3d .-The railroad of the defendant was not at said time inclosed with a good and lawful fence, nor any fence, to pre*357vent cows and other animals from being on its said railroad, neither generally nor at the point of the accident hereinafter mentioned.

4th.-On 4th June 1875, and for a long time prior thereto, the plaintiff resided in Blue Rapids City township, in Marshall county, and she permitted said cow to run at large upon the highways and uninclosed lands in said township, and said cow was so running at large upon the uninclosed lands of the Lewis heirs,, in said township, in the night-time, with the knowledge and permission of the plaintiff at the time of the accident hereinafter mentioned.

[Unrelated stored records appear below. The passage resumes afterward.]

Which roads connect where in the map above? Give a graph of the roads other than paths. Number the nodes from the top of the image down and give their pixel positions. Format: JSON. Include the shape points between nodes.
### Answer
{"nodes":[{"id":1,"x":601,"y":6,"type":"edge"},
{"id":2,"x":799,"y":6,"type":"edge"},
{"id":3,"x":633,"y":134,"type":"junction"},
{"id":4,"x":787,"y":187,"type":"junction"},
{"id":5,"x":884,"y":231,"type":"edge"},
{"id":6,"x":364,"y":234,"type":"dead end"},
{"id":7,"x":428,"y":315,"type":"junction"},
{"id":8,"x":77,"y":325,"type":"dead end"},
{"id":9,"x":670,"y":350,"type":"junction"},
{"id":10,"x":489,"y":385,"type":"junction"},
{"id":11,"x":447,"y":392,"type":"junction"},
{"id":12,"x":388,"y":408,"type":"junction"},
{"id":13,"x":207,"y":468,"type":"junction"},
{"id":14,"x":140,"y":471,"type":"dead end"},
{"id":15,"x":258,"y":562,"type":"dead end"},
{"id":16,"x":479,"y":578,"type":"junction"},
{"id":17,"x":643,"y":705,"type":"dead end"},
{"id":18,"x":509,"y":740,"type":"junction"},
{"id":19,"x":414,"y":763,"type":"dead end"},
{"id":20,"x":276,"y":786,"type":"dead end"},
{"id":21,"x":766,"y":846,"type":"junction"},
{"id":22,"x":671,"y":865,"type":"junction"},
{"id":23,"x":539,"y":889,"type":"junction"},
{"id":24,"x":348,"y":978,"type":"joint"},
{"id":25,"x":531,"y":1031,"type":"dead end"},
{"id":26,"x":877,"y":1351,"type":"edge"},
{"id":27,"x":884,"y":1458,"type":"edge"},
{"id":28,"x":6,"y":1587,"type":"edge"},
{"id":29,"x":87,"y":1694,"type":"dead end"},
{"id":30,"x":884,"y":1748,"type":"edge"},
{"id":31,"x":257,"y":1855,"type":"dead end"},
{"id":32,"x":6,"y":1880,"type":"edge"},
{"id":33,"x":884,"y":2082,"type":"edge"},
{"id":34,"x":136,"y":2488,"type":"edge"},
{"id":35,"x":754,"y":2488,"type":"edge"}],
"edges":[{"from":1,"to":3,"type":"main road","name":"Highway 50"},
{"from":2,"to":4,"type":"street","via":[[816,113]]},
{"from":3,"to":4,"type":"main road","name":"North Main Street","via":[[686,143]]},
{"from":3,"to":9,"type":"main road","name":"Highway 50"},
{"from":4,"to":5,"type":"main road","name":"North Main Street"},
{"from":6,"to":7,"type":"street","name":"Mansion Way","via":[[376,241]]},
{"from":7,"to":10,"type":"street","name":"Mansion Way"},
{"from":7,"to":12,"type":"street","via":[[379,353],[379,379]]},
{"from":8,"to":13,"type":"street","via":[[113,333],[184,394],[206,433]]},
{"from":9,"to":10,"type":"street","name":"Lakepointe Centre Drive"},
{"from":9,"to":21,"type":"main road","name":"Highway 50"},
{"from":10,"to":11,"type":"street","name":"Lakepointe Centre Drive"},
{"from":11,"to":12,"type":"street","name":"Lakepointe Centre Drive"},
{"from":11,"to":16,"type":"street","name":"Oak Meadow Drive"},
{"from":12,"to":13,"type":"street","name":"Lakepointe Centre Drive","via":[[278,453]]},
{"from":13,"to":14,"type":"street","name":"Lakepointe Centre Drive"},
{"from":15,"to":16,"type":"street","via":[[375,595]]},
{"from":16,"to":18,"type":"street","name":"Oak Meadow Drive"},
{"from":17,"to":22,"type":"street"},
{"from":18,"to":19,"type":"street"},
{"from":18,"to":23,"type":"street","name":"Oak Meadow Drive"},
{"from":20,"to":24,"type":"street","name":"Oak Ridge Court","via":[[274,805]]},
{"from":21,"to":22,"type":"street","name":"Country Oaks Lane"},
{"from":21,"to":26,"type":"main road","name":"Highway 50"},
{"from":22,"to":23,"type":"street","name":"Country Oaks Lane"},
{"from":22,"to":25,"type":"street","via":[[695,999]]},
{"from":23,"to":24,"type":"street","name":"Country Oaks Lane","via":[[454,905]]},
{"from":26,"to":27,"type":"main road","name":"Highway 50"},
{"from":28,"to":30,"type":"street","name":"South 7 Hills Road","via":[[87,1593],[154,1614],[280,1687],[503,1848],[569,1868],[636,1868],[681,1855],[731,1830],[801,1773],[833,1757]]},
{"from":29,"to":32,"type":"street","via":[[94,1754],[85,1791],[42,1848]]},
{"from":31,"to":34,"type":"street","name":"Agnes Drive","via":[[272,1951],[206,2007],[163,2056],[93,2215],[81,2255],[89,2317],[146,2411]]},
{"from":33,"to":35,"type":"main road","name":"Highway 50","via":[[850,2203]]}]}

5th.-On the night of said 4th June, and about 9 o’clock p.m., the regular passenger train of the defendant, going westward" through said Blue Rapids City township, and through the uninclosed lands of the Lewis heirs, ran upon and over said cow, and so wounded her as to cause her death in a few hours. Said cow was not so injured and killed through any negligence of defendant in the management of said train — the cow having got upon the track only a few feet in front of the locomotive of said passing train, so that it was impossible to stop or check said train in time to avoid a collision with said cow; and said railroad company was not guilty of any negligence contributing to the injury, except from the failure to fence its railroad as aforesaid.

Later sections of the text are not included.